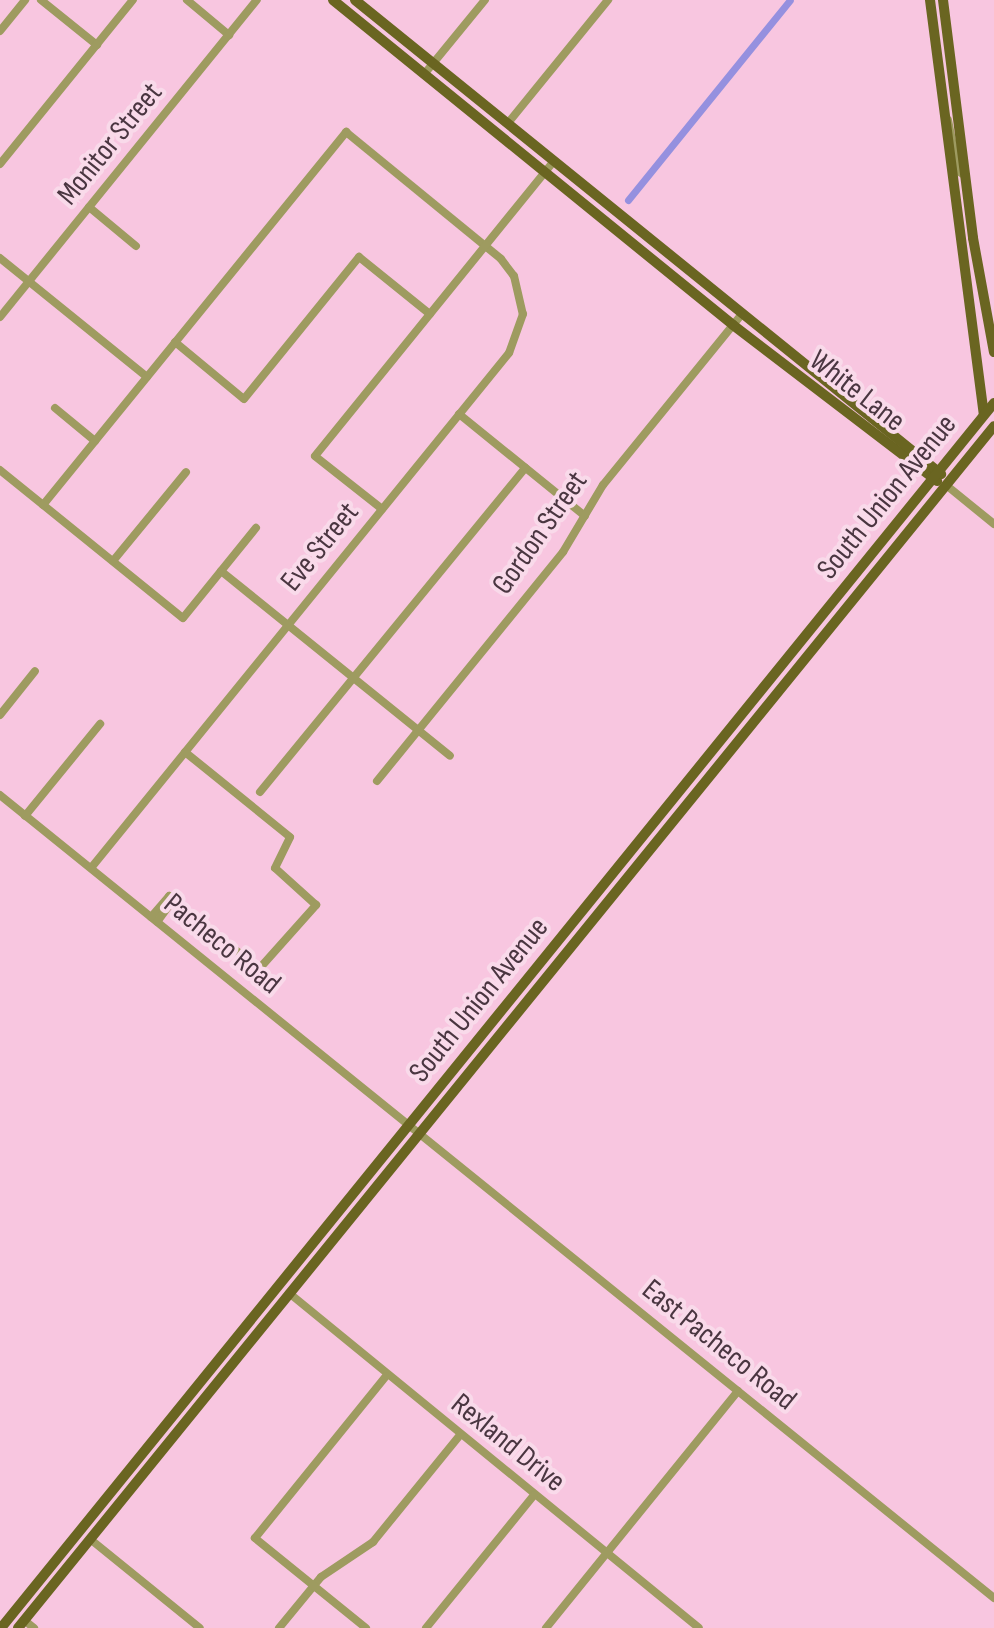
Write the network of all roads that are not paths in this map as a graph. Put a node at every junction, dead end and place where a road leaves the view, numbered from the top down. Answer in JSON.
{"nodes":[{"id":1,"x":25,"y":0,"type":"edge"},
{"id":2,"x":41,"y":0,"type":"edge"},
{"id":3,"x":133,"y":0,"type":"edge"},
{"id":4,"x":187,"y":0,"type":"edge"},
{"id":5,"x":257,"y":0,"type":"edge"},
{"id":6,"x":333,"y":0,"type":"edge"},
{"id":7,"x":355,"y":0,"type":"edge"},
{"id":8,"x":485,"y":0,"type":"edge"},
{"id":9,"x":608,"y":0,"type":"edge"},
{"id":10,"x":930,"y":0,"type":"edge"},
{"id":11,"x":943,"y":0,"type":"edge"},
{"id":12,"x":0,"y":31,"type":"edge"},
{"id":13,"x":229,"y":35,"type":"junction"},
{"id":14,"x":97,"y":45,"type":"junction"},
{"id":15,"x":434,"y":63,"type":"junction"},
{"id":16,"x":426,"y":72,"type":"junction"},
{"id":17,"x":946,"y":116,"type":"junction"},
{"id":18,"x":508,"y":123,"type":"junction"},
{"id":19,"x":554,"y":161,"type":"junction"},
{"id":20,"x":0,"y":164,"type":"edge"},
{"id":21,"x":545,"y":172,"type":"junction"},
{"id":22,"x":966,"y":176,"type":"junction"},
{"id":23,"x":89,"y":207,"type":"junction"},
{"id":24,"x":136,"y":246,"type":"dead end"},
{"id":25,"x":486,"y":246,"type":"junction"},
{"id":26,"x":0,"y":258,"type":"edge"},
{"id":27,"x":29,"y":282,"type":"junction"},
{"id":28,"x":430,"y":314,"type":"junction"},
{"id":29,"x":742,"y":314,"type":"junction"},
{"id":30,"x":0,"y":317,"type":"edge"},
{"id":31,"x":733,"y":325,"type":"junction"},
{"id":32,"x":175,"y":342,"type":"junction"},
{"id":33,"x":994,"y":352,"type":"edge"},
{"id":34,"x":147,"y":377,"type":"junction"},
{"id":35,"x":994,"y":403,"type":"edge"},
{"id":36,"x":55,"y":408,"type":"dead end"},
{"id":37,"x":459,"y":414,"type":"junction"},
{"id":38,"x":989,"y":416,"type":"edge"},
{"id":39,"x":994,"y":426,"type":"edge"},
{"id":40,"x":983,"y":440,"type":"junction"},
{"id":41,"x":95,"y":441,"type":"junction"},
{"id":42,"x":525,"y":468,"type":"junction"},
{"id":43,"x":0,"y":470,"type":"edge"},
{"id":44,"x":186,"y":472,"type":"dead end"},
{"id":45,"x":936,"y":475,"type":"junction"},
{"id":46,"x":946,"y":485,"type":"junction"},
{"id":47,"x":43,"y":505,"type":"junction"},
{"id":48,"x":382,"y":509,"type":"junction"},
{"id":49,"x":585,"y":516,"type":"junction"},
{"id":50,"x":994,"y":524,"type":"edge"},
{"id":51,"x":256,"y":528,"type":"dead end"},
{"id":52,"x":113,"y":561,"type":"junction"},
{"id":53,"x":861,"y":569,"type":"junction"},
{"id":54,"x":221,"y":571,"type":"junction"},
{"id":55,"x":288,"y":625,"type":"junction"},
{"id":56,"x":829,"y":628,"type":"junction"},
{"id":57,"x":789,"y":658,"type":"junction"},
{"id":58,"x":35,"y":671,"type":"dead end"},
{"id":59,"x":354,"y":679,"type":"junction"},
{"id":60,"x":0,"y":715,"type":"edge"},
{"id":61,"x":757,"y":716,"type":"junction"},
{"id":62,"x":100,"y":724,"type":"dead end"},
{"id":63,"x":418,"y":730,"type":"junction"},
{"id":64,"x":718,"y":745,"type":"junction"},
{"id":65,"x":185,"y":752,"type":"junction"},
{"id":66,"x":450,"y":756,"type":"dead end"},
{"id":67,"x":377,"y":781,"type":"dead end"},
{"id":68,"x":260,"y":792,"type":"dead end"},
{"id":69,"x":0,"y":795,"type":"edge"},
{"id":70,"x":687,"y":803,"type":"junction"},
{"id":71,"x":25,"y":816,"type":"junction"},
{"id":72,"x":646,"y":834,"type":"junction"},
{"id":73,"x":91,"y":868,"type":"junction"},
{"id":74,"x":616,"y":891,"type":"junction"},
{"id":75,"x":154,"y":920,"type":"junction"},
{"id":76,"x":414,"y":1129,"type":"junction"},
{"id":77,"x":332,"y":1220,"type":"junction"},
{"id":78,"x":282,"y":1282,"type":"junction"},
{"id":79,"x":289,"y":1293,"type":"junction"},
{"id":80,"x":238,"y":1356,"type":"junction"},
{"id":81,"x":386,"y":1376,"type":"junction"},
{"id":82,"x":738,"y":1391,"type":"junction"},
{"id":83,"x":460,"y":1435,"type":"junction"},
{"id":84,"x":132,"y":1466,"type":"junction"},
{"id":85,"x":534,"y":1495,"type":"junction"},
{"id":86,"x":90,"y":1539,"type":"junction"},
{"id":87,"x":606,"y":1554,"type":"junction"},
{"id":88,"x":314,"y":1585,"type":"junction"},
{"id":89,"x":994,"y":1598,"type":"edge"},
{"id":90,"x":21,"y":1624,"type":"edge"},
{"id":91,"x":5,"y":1625,"type":"edge"},
{"id":92,"x":34,"y":1628,"type":"edge"},
{"id":93,"x":200,"y":1628,"type":"edge"},
{"id":94,"x":279,"y":1628,"type":"edge"},
{"id":95,"x":366,"y":1628,"type":"edge"},
{"id":96,"x":426,"y":1628,"type":"edge"},
{"id":97,"x":546,"y":1628,"type":"edge"},
{"id":98,"x":699,"y":1628,"type":"edge"}],
"edges":[{"from":1,"to":12,"type":"street"},
{"from":2,"to":14,"type":"street"},
{"from":3,"to":14,"type":"street"},
{"from":4,"to":13,"type":"street"},
{"from":5,"to":13,"type":"street","name":"Monitor Street"},
{"from":6,"to":16,"type":"main road","name":"White Lane"},
{"from":7,"to":15,"type":"main road","name":"White Lane"},
{"from":8,"to":15,"type":"street"},
{"from":9,"to":18,"type":"street"},
{"from":10,"to":17,"type":"main road"},
{"from":11,"to":22,"type":"main road"},
{"from":13,"to":23,"type":"street","name":"Monitor Street"},
{"from":14,"to":20,"type":"street"},
{"from":15,"to":16,"type":"street"},
{"from":15,"to":18,"type":"main road","name":"White Lane"},
{"from":16,"to":21,"type":"main road","name":"White Lane"},
{"from":17,"to":22,"type":"street"},
{"from":17,"to":38,"type":"main road"},
{"from":18,"to":19,"type":"main road","name":"White Lane"},
{"from":19,"to":21,"type":"street"},
{"from":19,"to":29,"type":"main road","name":"White Lane"},
{"from":21,"to":25,"type":"street"},
{"from":21,"to":31,"type":"main road","name":"White Lane"},
{"from":22,"to":33,"type":"main road"},
{"from":23,"to":24,"type":"street"},
{"from":23,"to":27,"type":"street","name":"Monitor Street"},
{"from":25,"to":28,"type":"street"},
{"from":25,"to":32,"type":"street","name":"Eve Street"},
{"from":25,"to":37,"type":"street","name":"Eve Street"},
{"from":26,"to":27,"type":"street"},
{"from":27,"to":30,"type":"street","name":"Monitor Street"},
{"from":27,"to":34,"type":"street"},
{"from":28,"to":32,"type":"street"},
{"from":28,"to":48,"type":"street"},
{"from":29,"to":31,"type":"street","name":"Gordon Street"},
{"from":29,"to":45,"type":"main road","name":"White Lane"},
{"from":31,"to":45,"type":"main road","name":"White Lane"},
{"from":31,"to":49,"type":"street","name":"Gordon Street"},
{"from":32,"to":34,"type":"street"},
{"from":34,"to":41,"type":"street"},
{"from":35,"to":38,"type":"main road","name":"South Union Avenue"},
{"from":36,"to":41,"type":"street"},
{"from":37,"to":42,"type":"street"},
{"from":37,"to":48,"type":"street","name":"Eve Street"},
{"from":38,"to":40,"type":"main road"},
{"from":38,"to":45,"type":"main road","name":"South Union Avenue"},
{"from":39,"to":40,"type":"main road","name":"South Union Avenue"},
{"from":40,"to":46,"type":"main road","name":"South Union Avenue"},
{"from":41,"to":47,"type":"street"},
{"from":42,"to":49,"type":"street"},
{"from":42,"to":59,"type":"street"},
{"from":43,"to":47,"type":"street"},
{"from":44,"to":52,"type":"street"},
{"from":45,"to":46,"type":"main road","name":"White Lane"},
{"from":45,"to":53,"type":"main road","name":"South Union Avenue"},
{"from":46,"to":50,"type":"street"},
{"from":46,"to":56,"type":"main road","name":"South Union Avenue"},
{"from":47,"to":52,"type":"street"},
{"from":48,"to":55,"type":"street","name":"Eve Street"},
{"from":49,"to":63,"type":"street","name":"Gordon Street"},
{"from":51,"to":54,"type":"street"},
{"from":52,"to":54,"type":"street"},
{"from":53,"to":56,"type":"main road"},
{"from":53,"to":57,"type":"main road","name":"South Union Avenue"},
{"from":54,"to":55,"type":"street"},
{"from":55,"to":59,"type":"street"},
{"from":55,"to":65,"type":"street","name":"Eve Street"},
{"from":56,"to":61,"type":"main road","name":"South Union Avenue"},
{"from":57,"to":61,"type":"main road"},
{"from":57,"to":64,"type":"main road","name":"South Union Avenue"},
{"from":58,"to":60,"type":"street"},
{"from":59,"to":63,"type":"street"},
{"from":59,"to":68,"type":"street"},
{"from":61,"to":70,"type":"main road","name":"South Union Avenue"},
{"from":62,"to":71,"type":"street"},
{"from":63,"to":66,"type":"street"},
{"from":63,"to":67,"type":"street","name":"Gordon Street"},
{"from":64,"to":70,"type":"main road"},
{"from":64,"to":72,"type":"main road","name":"South Union Avenue"},
{"from":65,"to":73,"type":"street","name":"Eve Street"},
{"from":65,"to":75,"type":"street"},
{"from":69,"to":71,"type":"street","name":"Pacheco Road"},
{"from":70,"to":74,"type":"main road","name":"South Union Avenue"},
{"from":71,"to":73,"type":"street","name":"Pacheco Road"},
{"from":72,"to":74,"type":"main road"},
{"from":72,"to":76,"type":"main road","name":"South Union Avenue"},
{"from":73,"to":75,"type":"street","name":"Pacheco Road"},
{"from":74,"to":76,"type":"main road","name":"South Union Avenue"},
{"from":75,"to":76,"type":"street","name":"Pacheco Road"},
{"from":76,"to":77,"type":"main road","name":"South Union Avenue"},
{"from":76,"to":79,"type":"main road","name":"South Union Avenue"},
{"from":76,"to":82,"type":"street","name":"East Pacheco Road"},
{"from":77,"to":78,"type":"main road","name":"South Union Avenue"},
{"from":77,"to":79,"type":"main road"},
{"from":78,"to":80,"type":"main road"},
{"from":78,"to":84,"type":"main road","name":"South Union Avenue"},
{"from":79,"to":80,"type":"main road","name":"South Union Avenue"},
{"from":79,"to":81,"type":"street","name":"Rexland Drive"},
{"from":80,"to":86,"type":"main road","name":"South Union Avenue"},
{"from":81,"to":83,"type":"street","name":"Rexland Drive"},
{"from":81,"to":88,"type":"street"},
{"from":82,"to":87,"type":"street"},
{"from":82,"to":89,"type":"street","name":"East Pacheco Road"},
{"from":83,"to":85,"type":"street","name":"Rexland Drive"},
{"from":83,"to":88,"type":"street"},
{"from":84,"to":86,"type":"main road"},
{"from":84,"to":91,"type":"main road","name":"South Union Avenue"},
{"from":85,"to":87,"type":"street","name":"Rexland Drive"},
{"from":85,"to":96,"type":"street"},
{"from":86,"to":90,"type":"main road","name":"South Union Avenue"},
{"from":86,"to":93,"type":"street"},
{"from":87,"to":97,"type":"street"},
{"from":87,"to":98,"type":"street","name":"Rexland Drive"},
{"from":88,"to":94,"type":"street"},
{"from":88,"to":95,"type":"street"},
{"from":90,"to":92,"type":"street"}]}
==============================
Scan the material above for the word "Monitor", and copy every line in which it is found.

» Written answer
{"from":5,"to":13,"type":"street","name":"Monitor Street"},
{"from":13,"to":23,"type":"street","name":"Monitor Street"},
{"from":23,"to":27,"type":"street","name":"Monitor Street"},
{"from":27,"to":30,"type":"street","name":"Monitor Street"},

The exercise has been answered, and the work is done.